Do U Know Toddla T? 

In 2007 Toddla T (aka Tom Bell) was working in a shoe shop in his hometown of Sheffield. Then just 19 and living at home with his parents, he DJ'd at weekends and was producing beats and tracks with his friend Scott as Small Arms Fiya.

Now it's 2011 Toddla T is making the finishing touches to his second album on the legendary Ninja Tune label, has a regular slot on BBC Radio 1, and has produced tracks for some of the UK urban scenes biggest stars (hands up Tinchy, Jammer, Bashy, Roots Manuva and Ms Dynamite). 

He DJ's around the globe, has a slew of remixes under his belt (Hot Chip, Gyptian, Gorillaz, Major Lazer for starters), is a star of his own Toddla TV channel online and has worked in studios from Kingston Jamaica to Kingston upon Hull. Not to mention the recent launch of his Girls Music Label which, after only three releases has already featured productions by British dance music heroes Sticky and Roska.

So how do you get to be one of the leading lights of UK dance music in 4 short years?

Much can be attributed to Toddla’s phenomenal talent, drive and ambition. He has good taste and keen eyes and ears in all elements of British youth culture. However, the man himself modestly explains that it has just as much to do with the sea change which has taken place in British Pop music in the last few years. 

When Toddla first started taking to the decks outside of his home town he was worried that no one would "get it" and to start with, many didn't. (Listen to the track "Roadtrip" from debut album Skanky Skanky to hear an amusing account of just such a night). No one could quite work out who Toddla was. Was he an MC? or the producer at the front of a now forgotten, media created "UK Digi-Dancehall revolution"? Was that skinny white kid the voice singing about Rice n Peas? Surely not.

Not allowing this confusion to get in his way T stuck to his guns. He could smell a change in the air and knew that what he was doing was worth sticking with. He made a mixtape, The Toddla T Ghettoblaster Vol.1 in 2008 and put it up for free online. It was downloaded by more than 10,000 people, was brilliantly received and announced Toddla as a talent to be watched. People other than club promoters and other DJ's started to hear about him and his club sets started to get more and more busy with people who were there to see him. Longtime studio spar and MC Serocee joined him on the road and the pair started to travel far and wide around the UK spreading the good word. 
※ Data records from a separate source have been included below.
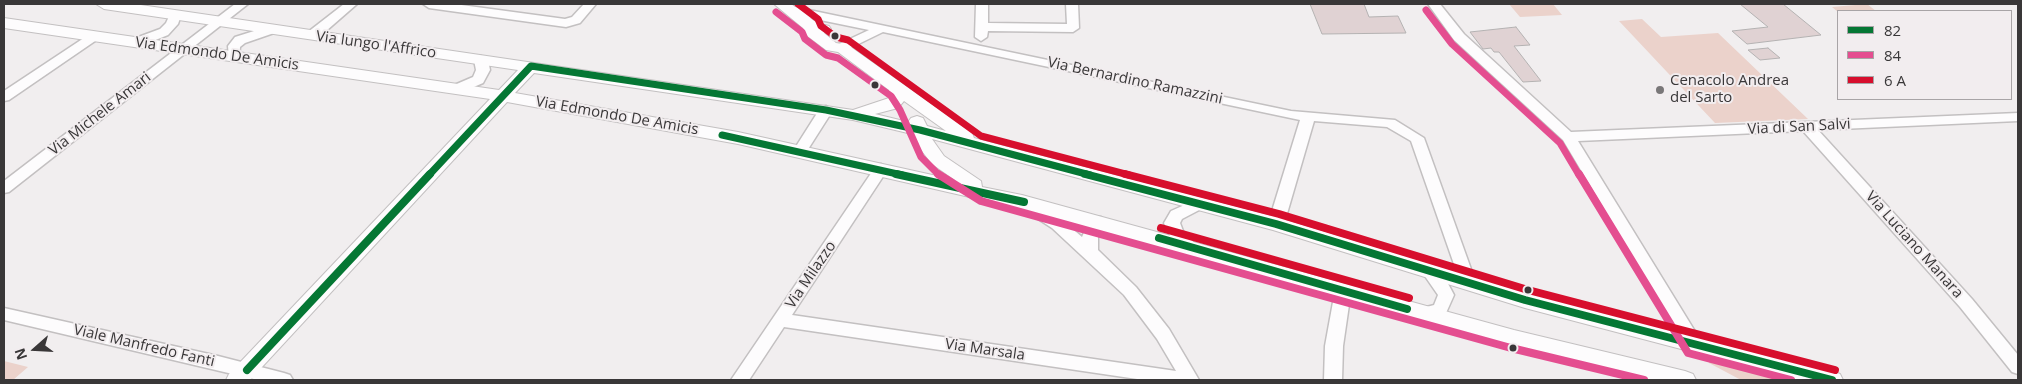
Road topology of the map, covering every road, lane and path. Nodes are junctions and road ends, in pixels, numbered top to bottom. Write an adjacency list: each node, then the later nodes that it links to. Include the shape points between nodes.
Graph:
1 (104, 4): 9 (street, Via lungo l'Affrico)
2 (242, 4): 12 (street, Via Michele Amari)
3 (351, 4): 17 (street)
4 (429, 4): 5 (street, via 566,23 576,20)
5 (590, 4)
6 (982, 4): 14 (street)
7 (1072, 4): 14 (street, via 1073,28)
8 (1434, 4): 36 (street, via 1452,30)
9 (135, 6): 11 (street, Via lungo l'Affrico)
10 (786, 7): 15 (street, Via Bernardino Ramazzini); 20 (street, via 832,47)
11 (175, 15): 12 (street, Via lungo l'Affrico); 19 (street, via 164,32)
12 (219, 21): 16 (street, Via lungo l'Affrico); 22 (street, Via Michele Amari)
13 (4, 23): 18 (street, Via Edmondo De Amicis)
14 (981, 27): 21 (street)
15 (880, 29): 20 (street); 21 (street, Via Bernardino Ramazzini)
16 (270, 30): 17 (street, Via lungo l'Affrico); 23 (street, Via lungo l'Affrico, via 240,40 234,46)
17 (313, 35): 24 (street, Via lungo l'Affrico)
18 (93, 36): 19 (street, Via Edmondo De Amicis); 29 (street)
19 (138, 42): 22 (street, Via Edmondo De Amicis)
20 (842, 48): 27 (street)
21 (980, 48): 32 (street, Via Bernardino Ramazzini)
22 (184, 49): 23 (street, Via Edmondo De Amicis); 40 (street, Via Michele Amari)
23 (234, 56): 26 (street, Via Edmondo De Amicis)
24 (481, 60): 25 (street, Via lungo l'Affrico); 26 (street, via 483,70 478,80)
25 (531, 66): 28 (street); 30 (street, Via lungo l'Affrico)
26 (457, 89): 28 (street, Via Edmondo De Amicis)
27 (898, 89): 31 (street, via 897,99 892,104); 35 (street); 37 (street)
28 (502, 96): 38 (street, Via Edmondo De Amicis, via 625,116); 57 (street)
29 (4, 97)
30 (826, 110): 31 (street, Via lungo l'Affrico); 38 (street)
31 (853, 115): 35 (street, Via lungo l'Affrico)
32 (1308, 117): 45 (street); 49 (street, Via Bernardino Ramazzini, via 1390,123 1416,138)
33 (2018, 117): 34 (street, Via di San Salvi)
34 (1806, 127): 36 (street, Via di San Salvi); 55 (street, Via Luciano Manara, via 1966,303)
35 (920, 130): 37 (street, Via lungo l'Affrico); 41 (street, via 924,142 938,160)
36 (1574, 137): 54 (street)
37 (977, 145): 43 (street, Via lungo l'Affrico)
38 (800, 151): 39 (street, Via Edmondo De Amicis)
39 (881, 169): 41 (street, Via Edmondo De Amicis); 53 (street, Via Milazzo)
40 (4, 188)
41 (985, 192): 42 (street, Via Edmondo De Amicis)
42 (1022, 202): 44 (street, Via Edmondo De Amicis); 47 (street, via 1048,218)
43 (1198, 204): 45 (street, Via lungo l'Affrico); 46 (street, via 1176,215 1172,223 1177,234)
44 (1096, 221): 46 (street, Via Edmondo De Amicis); 47 (street, via 1090,237)
45 (1276, 224): 48 (street, Via lungo l'Affrico)
46 (1190, 247): 50 (street, Via Edmondo De Amicis)
47 (1090, 252): 60 (street, via 1145,310)
48 (1428, 269): 49 (street, Via lungo l'Affrico); 52 (street, via 1446,295 1440,309)
49 (1468, 283): 54 (street, Via lungo l'Affrico)
50 (1343, 291): 52 (street, Via Edmondo De Amicis); 61 (street, via 1334,346)
51 (4, 314): 57 (street, Viale Manfredo Fanti)
52 (1425, 314): 62 (street, Via Edmondo De Amicis)
53 (781, 320): 59 (street, Via Milazzo); 60 (street, Via Marsala)
54 (1694, 346): 56 (street, Via lungo l'Affrico)
55 (2018, 367)
56 (1793, 369): 63 (street, Via lungo l'Affrico); 64 (street, Via lungo l'Affrico)
57 (242, 375): 58 (street, Viale Manfredo Fanti)
58 (284, 380)
59 (740, 380)
60 (1190, 380)
61 (1333, 380)
62 (1685, 380)
63 (1820, 380)
64 (1832, 380)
His debut album Skanky Skanky was released in January 2009, this was followed by a Fabric live mix album and a lot of requests for his production skills with everyone from Major Lazer to Grandmaster Flash getting in touch. Over a Guinness or two in his new London local (he decamped from Sheffield to the capital in 2010) Toddla reflects on the last couple of "pretty crazy years", the current UK scene and sets out his stall for what promises to be a very busy and successful 2011. 

"When I was first signed (to 1965 Records) every kid wanted to be in a band. The Arctic Monkeys, The Libertines and all that were really popular, me and my mates who were into Notorious B.I.G and dancehall were really in the minority. Nowadays kids want to be Skream and Benga, or Tinchy or N-Dubz and because of that all their points of musical reference have changed" 

It's true, there has been a huge shift in musical aesthetic, away from the skinny jeans and Chuck Taylors of The Strokes and the seemingly never-ending bandwagon that followed. What Toddla's saying here is borne out of the recently released statistic that rock music has had its worst year in the UK charts since 1960 with only 3 rock bands making it into the top 100 songs of 2010.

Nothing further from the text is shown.